> **Your task**
Where in the data below does the word "Antonietta" appear? Copy each line that holds it.

Provided information below:

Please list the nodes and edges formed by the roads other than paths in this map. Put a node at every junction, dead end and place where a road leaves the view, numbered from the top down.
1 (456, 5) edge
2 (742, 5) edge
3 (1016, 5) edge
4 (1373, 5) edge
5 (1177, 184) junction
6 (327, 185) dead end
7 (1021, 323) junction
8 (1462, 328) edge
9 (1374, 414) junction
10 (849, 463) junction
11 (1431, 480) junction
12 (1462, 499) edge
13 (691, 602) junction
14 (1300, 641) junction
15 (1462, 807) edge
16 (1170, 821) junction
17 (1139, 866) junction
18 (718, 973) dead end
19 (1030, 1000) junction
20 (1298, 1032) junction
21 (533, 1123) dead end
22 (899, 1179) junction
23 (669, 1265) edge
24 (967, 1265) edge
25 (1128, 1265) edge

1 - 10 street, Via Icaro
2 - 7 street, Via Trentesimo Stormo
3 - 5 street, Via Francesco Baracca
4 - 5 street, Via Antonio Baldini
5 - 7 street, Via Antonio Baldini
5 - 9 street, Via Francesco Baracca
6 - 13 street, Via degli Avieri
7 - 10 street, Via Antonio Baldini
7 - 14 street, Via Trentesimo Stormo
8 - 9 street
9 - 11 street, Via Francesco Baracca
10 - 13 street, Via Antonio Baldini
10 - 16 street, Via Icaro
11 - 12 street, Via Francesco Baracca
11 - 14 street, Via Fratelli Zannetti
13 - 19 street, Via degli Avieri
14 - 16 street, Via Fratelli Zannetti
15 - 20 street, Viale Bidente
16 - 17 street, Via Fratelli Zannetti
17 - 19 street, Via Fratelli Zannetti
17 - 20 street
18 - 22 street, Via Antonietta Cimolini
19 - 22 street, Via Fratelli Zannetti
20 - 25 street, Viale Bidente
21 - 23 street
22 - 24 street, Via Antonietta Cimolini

End of Provided information.
Provided information below:

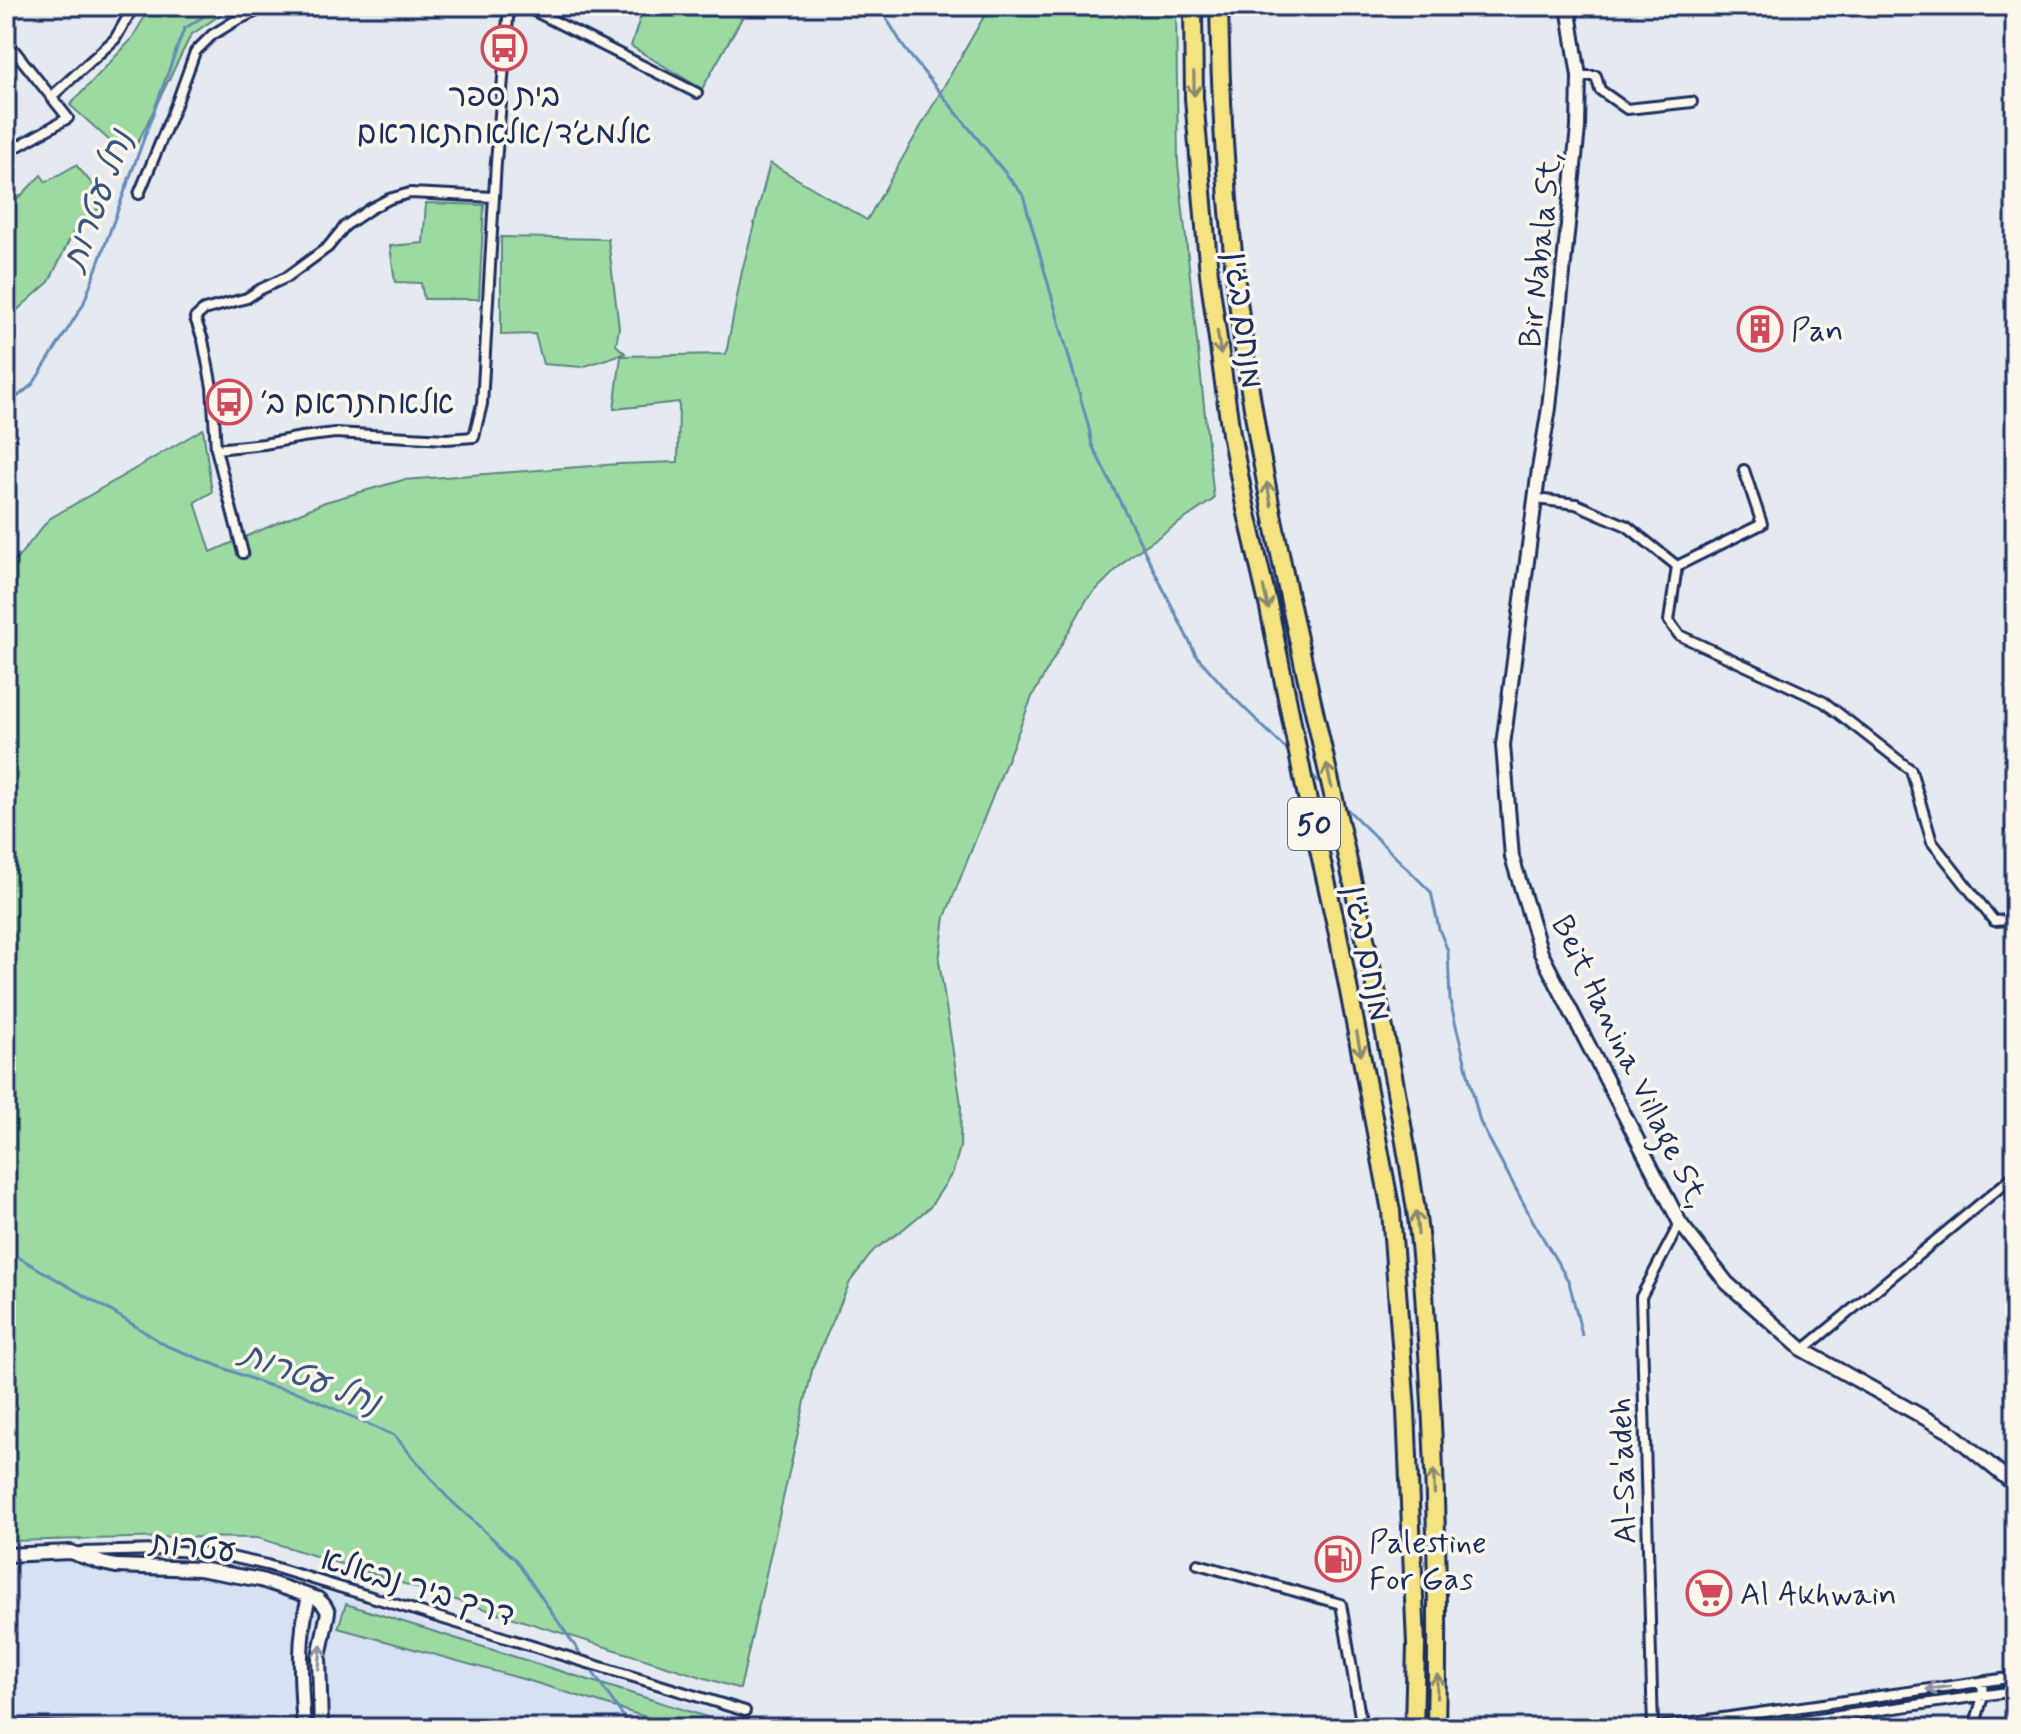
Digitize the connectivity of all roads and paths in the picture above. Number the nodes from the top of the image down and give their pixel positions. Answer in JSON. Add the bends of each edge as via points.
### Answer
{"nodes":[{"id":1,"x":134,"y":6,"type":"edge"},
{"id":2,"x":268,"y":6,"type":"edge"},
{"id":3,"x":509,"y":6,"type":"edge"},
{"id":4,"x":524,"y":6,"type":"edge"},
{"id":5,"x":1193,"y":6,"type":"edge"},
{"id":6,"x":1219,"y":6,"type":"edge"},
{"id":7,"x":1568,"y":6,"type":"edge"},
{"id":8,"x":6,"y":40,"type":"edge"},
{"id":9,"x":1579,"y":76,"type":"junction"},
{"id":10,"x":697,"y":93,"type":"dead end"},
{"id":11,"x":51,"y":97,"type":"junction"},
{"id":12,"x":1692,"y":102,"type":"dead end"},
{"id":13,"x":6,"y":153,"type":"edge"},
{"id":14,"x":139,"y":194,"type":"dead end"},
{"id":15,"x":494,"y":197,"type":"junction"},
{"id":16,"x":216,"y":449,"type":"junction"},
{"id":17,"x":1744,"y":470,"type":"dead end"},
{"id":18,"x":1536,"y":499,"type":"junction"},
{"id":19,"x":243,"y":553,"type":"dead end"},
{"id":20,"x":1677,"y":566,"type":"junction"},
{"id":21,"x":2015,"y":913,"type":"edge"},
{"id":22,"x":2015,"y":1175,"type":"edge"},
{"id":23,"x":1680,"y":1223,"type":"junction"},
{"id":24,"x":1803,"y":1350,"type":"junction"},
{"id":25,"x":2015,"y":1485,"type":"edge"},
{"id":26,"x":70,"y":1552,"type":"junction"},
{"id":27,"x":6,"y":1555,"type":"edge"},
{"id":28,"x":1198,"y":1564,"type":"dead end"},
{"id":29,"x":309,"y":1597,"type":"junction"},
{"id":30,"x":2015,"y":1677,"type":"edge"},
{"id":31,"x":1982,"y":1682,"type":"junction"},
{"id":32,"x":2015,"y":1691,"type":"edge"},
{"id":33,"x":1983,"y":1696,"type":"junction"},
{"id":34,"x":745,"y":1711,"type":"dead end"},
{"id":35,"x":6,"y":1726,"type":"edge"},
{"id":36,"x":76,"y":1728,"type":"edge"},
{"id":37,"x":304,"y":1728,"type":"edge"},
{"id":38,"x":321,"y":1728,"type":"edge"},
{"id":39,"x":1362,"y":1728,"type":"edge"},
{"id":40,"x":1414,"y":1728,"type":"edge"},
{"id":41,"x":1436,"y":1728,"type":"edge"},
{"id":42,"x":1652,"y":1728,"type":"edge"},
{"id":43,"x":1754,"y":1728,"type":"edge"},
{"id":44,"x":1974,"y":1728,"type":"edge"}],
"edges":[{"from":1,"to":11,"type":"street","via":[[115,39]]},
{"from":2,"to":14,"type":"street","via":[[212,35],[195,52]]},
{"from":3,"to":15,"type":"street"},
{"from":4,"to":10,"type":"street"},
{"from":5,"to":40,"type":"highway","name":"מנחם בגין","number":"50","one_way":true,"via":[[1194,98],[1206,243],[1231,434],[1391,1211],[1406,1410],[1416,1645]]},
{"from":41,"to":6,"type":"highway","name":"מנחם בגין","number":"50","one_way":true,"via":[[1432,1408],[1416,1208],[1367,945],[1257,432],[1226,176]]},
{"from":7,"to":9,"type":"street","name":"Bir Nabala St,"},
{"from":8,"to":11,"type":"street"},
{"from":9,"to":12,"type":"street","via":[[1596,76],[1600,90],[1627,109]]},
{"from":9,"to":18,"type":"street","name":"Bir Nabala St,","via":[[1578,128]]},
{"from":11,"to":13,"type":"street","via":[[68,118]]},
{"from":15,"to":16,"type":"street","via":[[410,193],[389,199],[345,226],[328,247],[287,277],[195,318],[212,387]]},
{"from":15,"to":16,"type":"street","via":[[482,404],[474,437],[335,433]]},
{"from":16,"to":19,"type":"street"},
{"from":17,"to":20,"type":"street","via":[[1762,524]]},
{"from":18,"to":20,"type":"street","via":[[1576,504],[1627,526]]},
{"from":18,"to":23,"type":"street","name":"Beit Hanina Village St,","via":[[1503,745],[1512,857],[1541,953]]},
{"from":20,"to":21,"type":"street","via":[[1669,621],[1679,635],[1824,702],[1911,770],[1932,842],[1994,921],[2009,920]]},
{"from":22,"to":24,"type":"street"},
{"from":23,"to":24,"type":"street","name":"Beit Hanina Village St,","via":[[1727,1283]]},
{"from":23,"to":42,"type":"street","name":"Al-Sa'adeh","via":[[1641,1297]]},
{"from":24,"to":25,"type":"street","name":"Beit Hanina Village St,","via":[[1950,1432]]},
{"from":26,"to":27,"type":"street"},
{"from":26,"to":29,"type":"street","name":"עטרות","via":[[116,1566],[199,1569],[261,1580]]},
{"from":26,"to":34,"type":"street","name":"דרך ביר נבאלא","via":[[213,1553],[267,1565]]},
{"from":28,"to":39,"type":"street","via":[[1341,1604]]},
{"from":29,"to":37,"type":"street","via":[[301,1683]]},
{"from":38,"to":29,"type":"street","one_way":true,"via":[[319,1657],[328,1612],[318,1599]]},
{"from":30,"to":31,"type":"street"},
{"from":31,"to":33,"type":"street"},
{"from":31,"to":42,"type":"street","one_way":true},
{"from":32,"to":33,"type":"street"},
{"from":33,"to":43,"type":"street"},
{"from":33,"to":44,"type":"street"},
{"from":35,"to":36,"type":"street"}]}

End of Provided information.

> **Final answer**
18 - 22 street, Via Antonietta Cimolini
22 - 24 street, Via Antonietta Cimolini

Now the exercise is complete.